EXERCISE INSTRUCTIONS: Each record must be returned exactly, apart from the pictures, which stay out.

Pixel coordinate listings
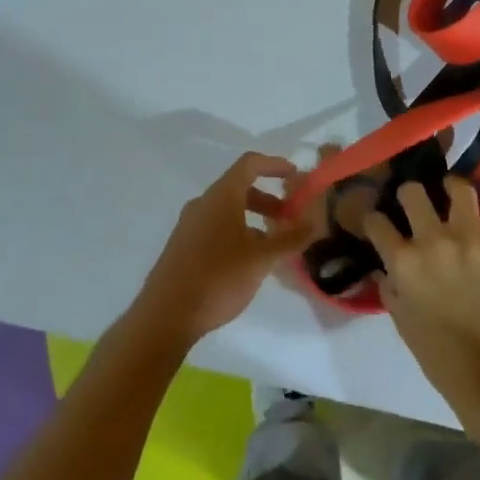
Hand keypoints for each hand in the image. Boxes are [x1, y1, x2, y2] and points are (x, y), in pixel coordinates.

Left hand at [132, 152, 308, 349]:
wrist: (165, 315)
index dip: (274, 165)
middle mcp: (203, 203)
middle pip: (239, 187)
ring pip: (227, 210)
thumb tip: (314, 223)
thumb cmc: (218, 278)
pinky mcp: (182, 246)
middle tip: (289, 219)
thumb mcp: (261, 259)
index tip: (295, 176)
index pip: (250, 164)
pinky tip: (246, 262)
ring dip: (253, 218)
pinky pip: (215, 227)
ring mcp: (189, 224)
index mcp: (221, 196)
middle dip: (268, 199)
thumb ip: (290, 239)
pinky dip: (237, 232)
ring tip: (271, 246)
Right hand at [364, 177, 479, 409]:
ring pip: (459, 189)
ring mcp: (471, 239)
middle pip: (413, 192)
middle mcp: (434, 240)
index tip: (378, 222)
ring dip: (452, 190)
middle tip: (415, 202)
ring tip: (452, 193)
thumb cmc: (439, 354)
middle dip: (409, 194)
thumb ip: (390, 288)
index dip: (373, 219)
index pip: (376, 221)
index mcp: (404, 261)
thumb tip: (385, 269)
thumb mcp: (402, 321)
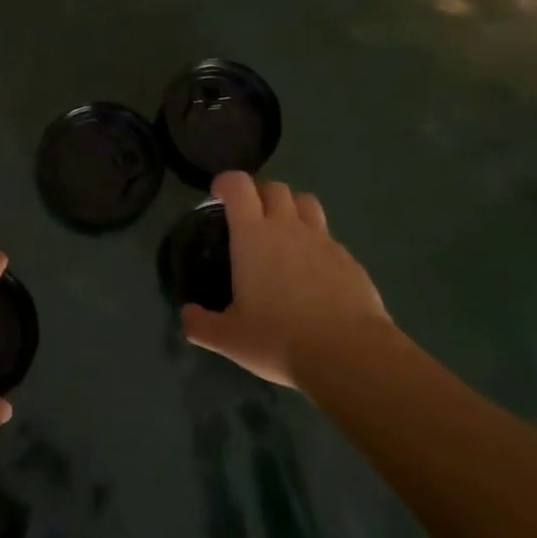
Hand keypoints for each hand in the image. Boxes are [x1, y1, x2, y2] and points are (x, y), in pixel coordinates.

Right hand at [181, 172, 396, 390]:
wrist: (349, 354)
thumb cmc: (280, 339)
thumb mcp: (229, 339)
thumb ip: (201, 324)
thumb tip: (186, 316)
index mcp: (253, 236)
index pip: (238, 185)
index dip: (226, 183)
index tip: (218, 196)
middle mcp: (288, 227)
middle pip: (275, 187)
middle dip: (259, 194)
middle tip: (251, 220)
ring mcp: (323, 240)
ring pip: (307, 202)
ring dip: (292, 209)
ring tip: (284, 235)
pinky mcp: (349, 259)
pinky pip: (329, 237)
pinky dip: (317, 243)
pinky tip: (314, 273)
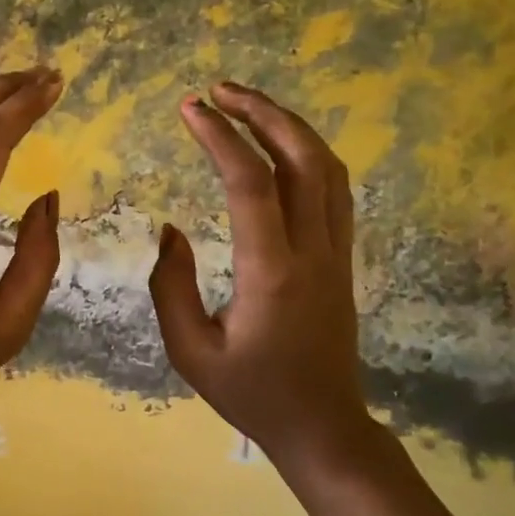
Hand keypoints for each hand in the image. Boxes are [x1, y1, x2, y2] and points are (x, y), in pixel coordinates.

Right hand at [149, 82, 388, 476]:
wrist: (323, 426)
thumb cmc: (251, 394)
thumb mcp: (190, 351)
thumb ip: (171, 286)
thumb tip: (170, 230)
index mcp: (272, 274)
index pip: (251, 185)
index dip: (221, 138)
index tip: (189, 108)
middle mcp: (313, 252)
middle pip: (302, 159)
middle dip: (262, 113)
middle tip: (220, 89)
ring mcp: (337, 252)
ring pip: (327, 168)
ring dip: (289, 126)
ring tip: (246, 104)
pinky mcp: (344, 258)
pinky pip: (334, 189)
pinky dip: (307, 152)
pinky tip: (279, 145)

SOLVED EXERCISE:
Hand keypoints for each hand in the image. Boxes are [x1, y1, x2, y2] and points are (x, y), in pixel coordinates.

Left hand at [132, 152, 308, 349]:
wrist: (165, 315)
index dip: (274, 165)
middle mcp: (203, 203)
middle pip: (239, 187)
ring pip: (227, 210)
thumb tip: (314, 223)
thumb cmc: (218, 278)
pinky mcp: (182, 246)
middle tip: (289, 219)
thumb mcp: (261, 259)
index tip: (295, 176)
index pip: (250, 164)
pinky tip: (246, 262)
ring dip: (253, 218)
pinky pip: (215, 227)
ring mcp: (189, 224)
index mcp: (221, 196)
middle dip: (268, 199)
thumb ip: (290, 239)
pinky dip: (237, 232)
ring tip: (271, 246)
Right hand at [364, 177, 479, 409]:
ring pip: (459, 189)
ring mcp: (471, 239)
middle pip: (413, 192)
middle mcp: (434, 240)
index tip: (378, 222)
ring dip: (452, 190)
middle tip: (415, 202)
ring tip: (452, 193)
thumb cmc: (439, 354)
middle dip: (409, 194)
thumb ip: (390, 288)
index dip: (373, 219)
index pip: (376, 221)
index mcp: (404, 261)
thumb tip: (385, 269)
thumb mcp: (402, 321)
Hand keypoints for each hand in the image. Boxes are [x1, y1, x2, y2] and points are (x, y), in pixel coordinates.

Right hand at [181, 172, 396, 390]:
wrist: (349, 354)
thumb cmc: (280, 339)
thumb mcp: (229, 339)
thumb ip: (201, 324)
thumb tip: (186, 316)
index mcp: (253, 236)
index pip: (238, 185)
index dip: (226, 183)
index tip: (218, 196)
middle mcp: (288, 227)
middle pip: (275, 187)
middle dip: (259, 194)
middle tip: (251, 220)
ring mcp: (323, 240)
ring pip: (307, 202)
ring dip: (292, 209)
ring tip: (284, 235)
pinky mcp: (349, 259)
pinky pip: (329, 237)
pinky dip: (317, 243)
pinky tip: (314, 273)
Hand keypoints for each hand in the image. Boxes are [x1, y1, x2, y2] and points are (x, y), in pixel coordinates.

Right hand at [149, 82, 388, 476]:
wrist: (323, 426)
thumb cmc: (251, 394)
thumb mcp: (190, 351)
thumb ip: (171, 286)
thumb tip: (170, 230)
index mcp: (272, 274)
index pip: (251, 185)
index dip: (221, 138)
index tip: (189, 108)
middle mcp: (313, 252)
middle pip: (302, 159)
middle dip: (262, 113)
middle tip: (220, 89)
ring mcp: (337, 252)
ring pip: (327, 168)
ring dip: (289, 126)
ring tip: (246, 104)
pinky mcp: (344, 258)
pinky pip: (334, 189)
pinky dip: (307, 152)
pinky tip: (279, 145)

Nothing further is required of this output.